Extracted information ::
▼
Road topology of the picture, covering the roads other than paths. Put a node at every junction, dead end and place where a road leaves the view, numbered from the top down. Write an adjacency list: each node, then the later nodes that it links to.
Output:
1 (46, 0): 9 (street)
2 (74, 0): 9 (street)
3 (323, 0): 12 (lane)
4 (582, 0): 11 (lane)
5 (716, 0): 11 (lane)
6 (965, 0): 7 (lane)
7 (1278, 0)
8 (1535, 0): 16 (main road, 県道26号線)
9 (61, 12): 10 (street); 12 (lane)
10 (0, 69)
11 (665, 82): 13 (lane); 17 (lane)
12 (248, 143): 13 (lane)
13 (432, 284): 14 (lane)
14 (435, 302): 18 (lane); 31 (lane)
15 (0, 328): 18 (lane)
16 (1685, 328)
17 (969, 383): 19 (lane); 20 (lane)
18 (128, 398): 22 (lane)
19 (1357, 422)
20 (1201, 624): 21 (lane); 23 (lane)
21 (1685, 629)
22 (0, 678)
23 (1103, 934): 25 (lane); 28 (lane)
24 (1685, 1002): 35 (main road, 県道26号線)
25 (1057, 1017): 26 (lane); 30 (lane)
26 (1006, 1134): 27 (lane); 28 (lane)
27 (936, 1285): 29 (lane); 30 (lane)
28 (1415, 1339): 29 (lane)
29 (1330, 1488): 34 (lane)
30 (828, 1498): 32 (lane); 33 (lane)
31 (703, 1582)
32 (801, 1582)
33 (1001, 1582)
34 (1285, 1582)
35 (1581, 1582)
▲
Exercise aim ::
Repeat the entries exactly, leaving nothing out.

Answer space ::
Road topology of the picture, covering the roads other than paths. Put a node at every junction, dead end and place where a road leaves the view, numbered from the top down. Write an adjacency list: each node, then the later nodes that it links to.
Output:
1 (46, 0): 9 (street)
2 (74, 0): 9 (street)
3 (323, 0): 12 (lane)
4 (582, 0): 11 (lane)
5 (716, 0): 11 (lane)
6 (965, 0): 7 (lane)
7 (1278, 0)
8 (1535, 0): 16 (main road, 県道26号線)
9 (61, 12): 10 (street); 12 (lane)
10 (0, 69)
11 (665, 82): 13 (lane); 17 (lane)
12 (248, 143): 13 (lane)
13 (432, 284): 14 (lane)
14 (435, 302): 18 (lane); 31 (lane)
15 (0, 328): 18 (lane)
16 (1685, 328)
17 (969, 383): 19 (lane); 20 (lane)
18 (128, 398): 22 (lane)
19 (1357, 422)
20 (1201, 624): 21 (lane); 23 (lane)
21 (1685, 629)
22 (0, 678)
23 (1103, 934): 25 (lane); 28 (lane)
24 (1685, 1002): 35 (main road, 県道26号線)
25 (1057, 1017): 26 (lane); 30 (lane)
26 (1006, 1134): 27 (lane); 28 (lane)
27 (936, 1285): 29 (lane); 30 (lane)
28 (1415, 1339): 29 (lane)
29 (1330, 1488): 34 (lane)
30 (828, 1498): 32 (lane); 33 (lane)
31 (703, 1582)
32 (801, 1582)
33 (1001, 1582)
34 (1285, 1582)
35 (1581, 1582)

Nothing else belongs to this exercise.